======== Input for this task
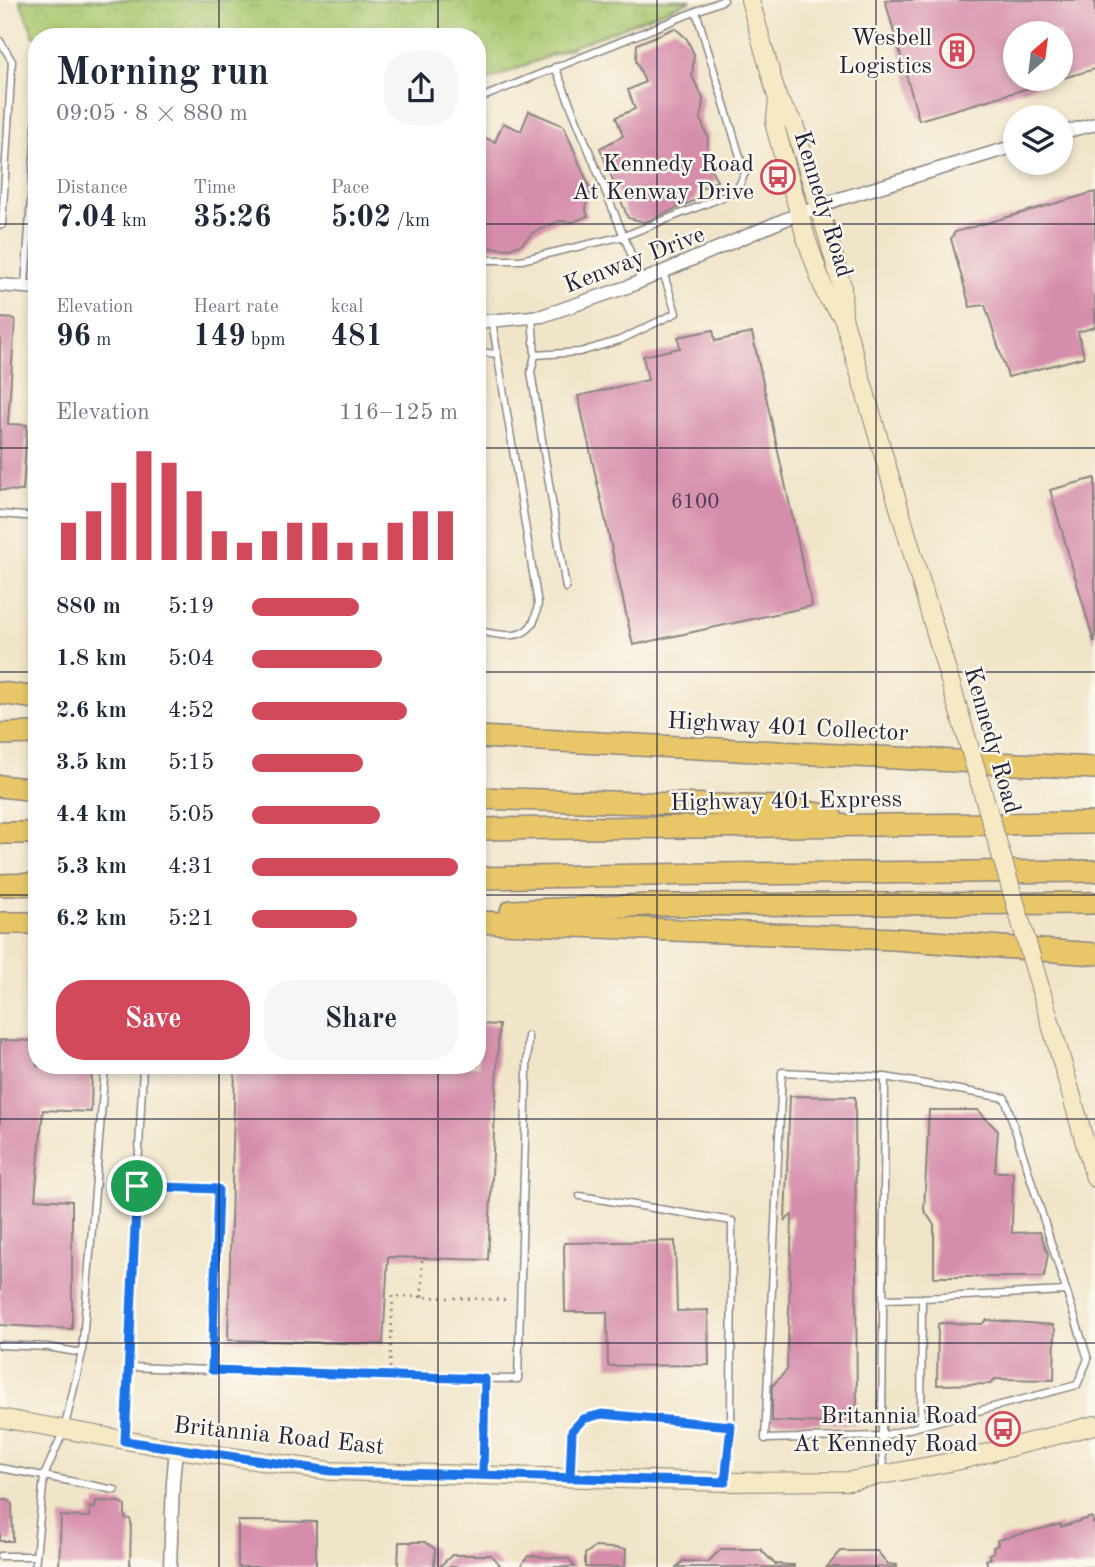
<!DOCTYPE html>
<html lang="en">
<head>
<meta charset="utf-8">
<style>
  :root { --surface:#fff; --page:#f6f6f7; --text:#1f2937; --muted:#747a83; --accent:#d1495b }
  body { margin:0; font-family:"Old Standard TT",serif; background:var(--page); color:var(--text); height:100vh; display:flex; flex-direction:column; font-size:26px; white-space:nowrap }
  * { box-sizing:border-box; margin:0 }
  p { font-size:23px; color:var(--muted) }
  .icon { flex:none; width:38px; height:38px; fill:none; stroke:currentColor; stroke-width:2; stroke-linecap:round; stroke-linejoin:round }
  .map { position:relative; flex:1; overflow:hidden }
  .panel { position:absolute; left:28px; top:28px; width:458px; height:1046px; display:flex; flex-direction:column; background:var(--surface); border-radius:28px; box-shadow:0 4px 10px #0003 }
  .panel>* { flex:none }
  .needle { width:46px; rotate:28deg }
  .tools { position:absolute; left:1003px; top:21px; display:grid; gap:14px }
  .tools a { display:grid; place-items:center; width:70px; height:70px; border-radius:50%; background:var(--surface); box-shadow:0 4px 10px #0003; font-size:35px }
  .pin { position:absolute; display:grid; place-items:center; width:60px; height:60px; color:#fff; margin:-30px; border:4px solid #fff; border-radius:50%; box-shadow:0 2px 7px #0007 }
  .round { display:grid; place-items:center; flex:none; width:74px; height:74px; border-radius:28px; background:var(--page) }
  .summary { display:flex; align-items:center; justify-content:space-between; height:119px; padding:0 28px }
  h1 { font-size:38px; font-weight:600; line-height:52px }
  .metrics { display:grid; grid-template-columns:repeat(3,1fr); gap:10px; height:119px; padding:7px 28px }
  .metrics div { display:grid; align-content:center }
  .metrics b { font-size:30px; font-weight:600 }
  .metrics small { font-size:19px; font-weight:400 }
  .metrics p { font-size:19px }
  .chart { height:196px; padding:14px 28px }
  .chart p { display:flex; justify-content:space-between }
  .chart svg { width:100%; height:126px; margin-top:7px; stroke:var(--accent); stroke-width:6 }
  .button { display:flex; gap:14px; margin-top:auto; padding:14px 28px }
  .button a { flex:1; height:80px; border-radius:28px; background:var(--accent); color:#fff; font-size:28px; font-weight:600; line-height:80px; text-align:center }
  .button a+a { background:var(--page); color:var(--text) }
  ul { padding:0 28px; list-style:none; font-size:23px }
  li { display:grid; grid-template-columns:112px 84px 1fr; align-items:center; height:52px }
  li i { height:18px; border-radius:9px; background:var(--accent) }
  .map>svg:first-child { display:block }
</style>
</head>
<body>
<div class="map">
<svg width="1095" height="1567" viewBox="0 0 1095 1567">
  <defs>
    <pattern id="park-crowns" width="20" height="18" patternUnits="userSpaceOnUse" patternTransform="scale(1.75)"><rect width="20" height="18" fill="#a9c76e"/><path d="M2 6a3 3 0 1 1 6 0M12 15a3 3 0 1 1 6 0" fill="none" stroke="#91ab60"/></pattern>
  </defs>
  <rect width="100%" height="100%" fill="#fbf7ec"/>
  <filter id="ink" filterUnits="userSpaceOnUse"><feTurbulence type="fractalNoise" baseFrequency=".0143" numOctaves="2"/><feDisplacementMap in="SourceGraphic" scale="14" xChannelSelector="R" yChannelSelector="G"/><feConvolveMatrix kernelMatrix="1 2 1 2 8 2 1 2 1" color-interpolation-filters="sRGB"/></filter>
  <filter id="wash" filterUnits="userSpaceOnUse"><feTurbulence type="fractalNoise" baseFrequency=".00686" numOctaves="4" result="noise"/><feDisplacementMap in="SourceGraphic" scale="28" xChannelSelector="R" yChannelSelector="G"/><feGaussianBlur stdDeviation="1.57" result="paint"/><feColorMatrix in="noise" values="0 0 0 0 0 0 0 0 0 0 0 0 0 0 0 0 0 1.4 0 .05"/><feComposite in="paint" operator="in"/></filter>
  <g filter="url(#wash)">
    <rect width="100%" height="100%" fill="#f1e5c9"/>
    <!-- park -->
    <path fill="url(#park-crowns)" stroke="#667454" stroke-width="2" d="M20,0H692L478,84V37H34Z"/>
    <g id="blocks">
      <!-- building -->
      <path fill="#d68dab" d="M885,0H1095V69L1060,79V33H1015V79H1060L919,120Z
        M675,28L687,39L694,54L692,76L703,98L701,120L708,138L707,161L717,181L698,190L696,200L645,222L628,218L600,148L623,136L616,117L635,109L628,90L645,82L636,61L637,44Z
        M529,111L564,126L591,191L587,195L586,211L588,216L573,222L559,221L534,232L522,244L510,249L478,247V135L495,142L503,123L521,131Z
        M1095,192V327L1078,332L1084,357L1008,377L985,305L970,307L951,239L955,232Z
        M0,318L15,319L8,424L27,425L23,491L0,490Z
        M713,330L715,341L752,333L812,606L633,645L578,396L648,380L643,356L680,348L678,337Z
        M1095,478V642H1094L1050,490Z
        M478,1024L499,1025L488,1260L388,1257L383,1344L228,1340L235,1066H478Z
        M0,1040L37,1041V1066H92L91,1112L43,1110L35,1199L72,1201V1329L0,1325Z
        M790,1096L855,1097L857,1424L772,1421V1386L787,1370L792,1215L785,1220Z
        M929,1110H978L998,1131L995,1172H1013L1012,1233L1040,1232L1048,1254L1044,1277H934V1225L924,1210Z
        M675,1241L677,1311L708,1310L709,1365L608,1366L607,1312H565L564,1243Z
        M987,1320L1053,1325L1055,1330L1054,1380L995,1379L991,1384L937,1385L938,1324L941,1323L982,1324Z
        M0,1500H8L12,1504L13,1541H0Z
        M96,1501L121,1502L125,1506V1518L130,1519L131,1522L130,1567H59L61,1516L90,1517V1507L95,1508Z
        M1092,1517L1093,1523L1095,1522V1567H1072L1071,1565L1066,1567H988L986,1560L991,1558L989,1554L994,1552L993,1547L998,1545L997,1540L1061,1524V1527Z
        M238,1521L316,1522V1567H238Z
        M399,1542H425L435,1549L434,1567H398Z
        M595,1547L626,1549L625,1567H585V1554Z
        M721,1549H760L775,1564L794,1565V1567H677L683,1561L708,1562Z
        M841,1551H877L888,1564L897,1565V1567H827Z
        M452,1555H491L502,1567H439Z
        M528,1556L569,1559L575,1567H520Z"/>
    </g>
  </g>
  <g filter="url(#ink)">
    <use href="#blocks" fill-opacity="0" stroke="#8a8482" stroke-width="2"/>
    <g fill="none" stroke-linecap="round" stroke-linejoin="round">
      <!-- lane casing -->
      <g stroke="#8a8482" stroke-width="9">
        <path id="lane" d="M0,41L12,61L2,225
          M555,67L642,281
          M478,99L724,0
          M478,260H521L624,236L736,192L745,173L696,11
          M25,286L37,113
          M532,317L535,355L580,352L620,340L676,313L663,272
          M478,352L497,354
          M535,355L531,372L566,588
          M0,514L37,517
          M35,550L37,528
          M478,631C497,634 523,643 534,621C536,616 537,609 538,604L492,321
          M137,1186L218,1189L212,1370
          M883,1299L922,1298
          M0,1345L48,1347L82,1353L105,1066
          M82,1353L64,1430L44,1476L115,1490
          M129,1367L427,1378L518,1379L528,1036
          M921,1426L922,1298L1066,1291
          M125,1439L143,1066
          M0,1468L44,1476L35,1567
          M883,1474L882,1436L885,1077L782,1072L765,1439L882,1436L1077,1385L1088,1359L1005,1098L885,1077
          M483,1475L485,1379
          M571,1476L572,1431L583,1419L602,1414L731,1426L732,1221L580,1196
          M726,1480L731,1426
          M0,1556H36"/>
      </g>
      <!-- street casing -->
      <g stroke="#8a8482" stroke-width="15">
        <path id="street" d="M1060,133L1095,124
          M0,285L37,288
          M478,322L542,316L630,286L786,219L839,199L1015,146
          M170,1567L173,1482L176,1449"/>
      </g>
      <!-- secondary casing -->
      <g stroke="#8a8482" stroke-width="20">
        <path id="secondary" d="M750,0L778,100L794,124L828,237L842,286L843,317L957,705
          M778,100L775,126L806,238L826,295L843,317
          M1062,1062L1095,1178
          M0,1418L176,1449L331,1471L725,1482L850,1481L961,1460L1095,1425"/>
      </g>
      <!-- highway casing -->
      <g stroke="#8a8482" stroke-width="24">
        <path id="highway" d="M0,693L37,698
          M0,734L37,733
          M478,737L1095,768
          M0,786L37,790
          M478,798L780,807L831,816
          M478,829L1095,823
          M0,833H37
          M478,878L710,874L1095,871
          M0,885L37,884
          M511,911L650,905L1095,903
          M478,922L894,939L1095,954
          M0,923H37"/>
      </g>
      <!-- path -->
      <path stroke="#8a8482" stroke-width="2.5" stroke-dasharray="2 5" stroke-linecap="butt" d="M422,1297V1260
        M390,1368L393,1296L510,1300"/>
      <!-- lane -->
      <use href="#lane" stroke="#fff" stroke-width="6"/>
      <!-- street -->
      <use href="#street" stroke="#fff" stroke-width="12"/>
      <!-- secondary -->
      <use href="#secondary" stroke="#f6e9c3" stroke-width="18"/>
      <!-- highway -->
      <use href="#highway" stroke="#e9c769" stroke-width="21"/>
      <!-- secondary-bridge casing -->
      <g stroke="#8a8482" stroke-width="20" stroke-linecap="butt">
        <path id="secondary-bridge" d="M957,705L1062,1062"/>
      </g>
      <!-- secondary-bridge -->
      <use href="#secondary-bridge" stroke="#f6e9c3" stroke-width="18"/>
    </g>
  </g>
  <g fill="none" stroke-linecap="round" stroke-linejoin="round" filter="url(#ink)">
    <!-- route casing -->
    <g stroke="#fff" stroke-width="14">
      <path id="route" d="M137,1186L125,1441L331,1471L725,1482L731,1426L602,1414L583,1419L572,1431L570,1478L483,1475L485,1379L212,1370L218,1189L137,1186"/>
    </g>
    <!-- route -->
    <use href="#route" stroke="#1a73e8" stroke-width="9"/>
  </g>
  <!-- grid -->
  <path fill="none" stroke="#22223b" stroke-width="2" stroke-opacity="0.55" d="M219,0V37M438,0V37M657,0V1567M876,0V1567M0,224H37M478,224H1095M0,448H37M478,448H1095M0,672H37M478,672H1095M0,895H37M478,895H1095M219,1066V1567M438,1066V1567M0,1119H1095M0,1343H1095"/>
  <!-- icons -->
  <defs>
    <g id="building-ring" transform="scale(1.75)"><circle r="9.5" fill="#fbf7ec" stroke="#d1495b" stroke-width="1.5"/><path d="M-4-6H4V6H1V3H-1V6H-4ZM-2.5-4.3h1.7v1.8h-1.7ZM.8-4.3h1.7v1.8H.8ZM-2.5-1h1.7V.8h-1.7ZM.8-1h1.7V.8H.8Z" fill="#d1495b"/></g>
    <g id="bus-ring" transform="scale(1.75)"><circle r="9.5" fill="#fbf7ec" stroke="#d1495b" stroke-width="1.5"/><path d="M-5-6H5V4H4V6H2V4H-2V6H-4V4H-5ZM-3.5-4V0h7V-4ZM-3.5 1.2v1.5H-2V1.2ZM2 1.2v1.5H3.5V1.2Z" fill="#d1495b"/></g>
  </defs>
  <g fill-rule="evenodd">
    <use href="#building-ring" x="957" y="51"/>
    <use href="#bus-ring" x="778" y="177"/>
    <use href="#bus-ring" x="1003" y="1429"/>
  </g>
  <g text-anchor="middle" stroke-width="5" stroke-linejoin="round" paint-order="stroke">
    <!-- number labels -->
    <g font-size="21" fill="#4f3d57">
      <text x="695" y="508">6100</text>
    </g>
    <!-- poi labels -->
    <g font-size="24" fill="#22223b" stroke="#fbf7ec" text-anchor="end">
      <text x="932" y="45">Wesbell<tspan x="932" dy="28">Logistics</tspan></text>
      <text x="754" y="171">Kennedy Road<tspan x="754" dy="28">At Kenway Drive</tspan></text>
      <text x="978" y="1423">Britannia Road<tspan x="978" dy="28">At Kennedy Road</tspan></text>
    </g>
    <!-- street labels -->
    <g font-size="24" fill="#22223b" stroke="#fbf7ec">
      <text transform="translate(824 204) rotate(73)" y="8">Kennedy Road</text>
      <text transform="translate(634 259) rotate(-21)" y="8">Kenway Drive</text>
      <text transform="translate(788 726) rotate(3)" y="8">Highway 401 Collector</text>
      <text transform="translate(993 740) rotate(74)" y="8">Kennedy Road</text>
      <text transform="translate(786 800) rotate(-1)" y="8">Highway 401 Express</text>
      <text transform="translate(279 1435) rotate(6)" y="8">Britannia Road East</text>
    </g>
  </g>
</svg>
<div class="tools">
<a><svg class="needle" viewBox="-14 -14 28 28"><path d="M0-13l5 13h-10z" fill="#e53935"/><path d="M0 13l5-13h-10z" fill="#747a83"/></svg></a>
<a><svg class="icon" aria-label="layers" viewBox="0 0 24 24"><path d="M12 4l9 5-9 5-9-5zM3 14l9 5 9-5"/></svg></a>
</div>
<div class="pin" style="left:137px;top:1186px;background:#1e9e55"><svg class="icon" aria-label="arrive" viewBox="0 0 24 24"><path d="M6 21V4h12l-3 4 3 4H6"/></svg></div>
<section class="panel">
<div class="summary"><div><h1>Morning run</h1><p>09:05 · 8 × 880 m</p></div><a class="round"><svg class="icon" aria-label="share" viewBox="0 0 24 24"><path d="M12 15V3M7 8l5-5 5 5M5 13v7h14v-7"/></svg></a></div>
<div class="metrics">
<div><p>Distance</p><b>7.04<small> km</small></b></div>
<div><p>Time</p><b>35:26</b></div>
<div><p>Pace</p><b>5:02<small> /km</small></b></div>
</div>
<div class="metrics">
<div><p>Elevation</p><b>96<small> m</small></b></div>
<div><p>Heart rate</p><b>149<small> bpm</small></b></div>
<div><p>kcal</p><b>481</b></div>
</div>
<div class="chart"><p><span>Elevation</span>116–125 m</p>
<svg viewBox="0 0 160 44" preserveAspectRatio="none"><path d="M5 44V31M15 44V27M25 44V17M35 44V6M45 44V10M55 44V20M65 44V34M75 44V38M85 44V34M95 44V31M105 44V31M115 44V38M125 44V38M135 44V31M145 44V27M155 44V27"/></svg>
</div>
<ul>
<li><b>880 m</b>5:19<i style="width:52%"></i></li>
<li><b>1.8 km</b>5:04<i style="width:63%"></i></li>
<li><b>2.6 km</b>4:52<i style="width:75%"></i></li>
<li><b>3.5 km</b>5:15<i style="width:54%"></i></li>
<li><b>4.4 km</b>5:05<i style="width:62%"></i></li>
<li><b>5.3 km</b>4:31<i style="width:100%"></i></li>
<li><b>6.2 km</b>5:21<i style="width:51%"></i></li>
</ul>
<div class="button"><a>Save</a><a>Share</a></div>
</section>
</div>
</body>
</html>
================
* **What you have to do**:
Report, from the entries above, each line where "wash" is found.

* **Answer space**:
  <filter id="wash" filterUnits="userSpaceOnUse"><feTurbulence type="fractalNoise" baseFrequency=".00686" numOctaves="4" result="noise"/><feDisplacementMap in="SourceGraphic" scale="28" xChannelSelector="R" yChannelSelector="G"/><feGaussianBlur stdDeviation="1.57" result="paint"/><feColorMatrix in="noise" values="0 0 0 0 0 0 0 0 0 0 0 0 0 0 0 0 0 1.4 0 .05"/><feComposite in="paint" operator="in"/></filter>
  <g filter="url(#wash)">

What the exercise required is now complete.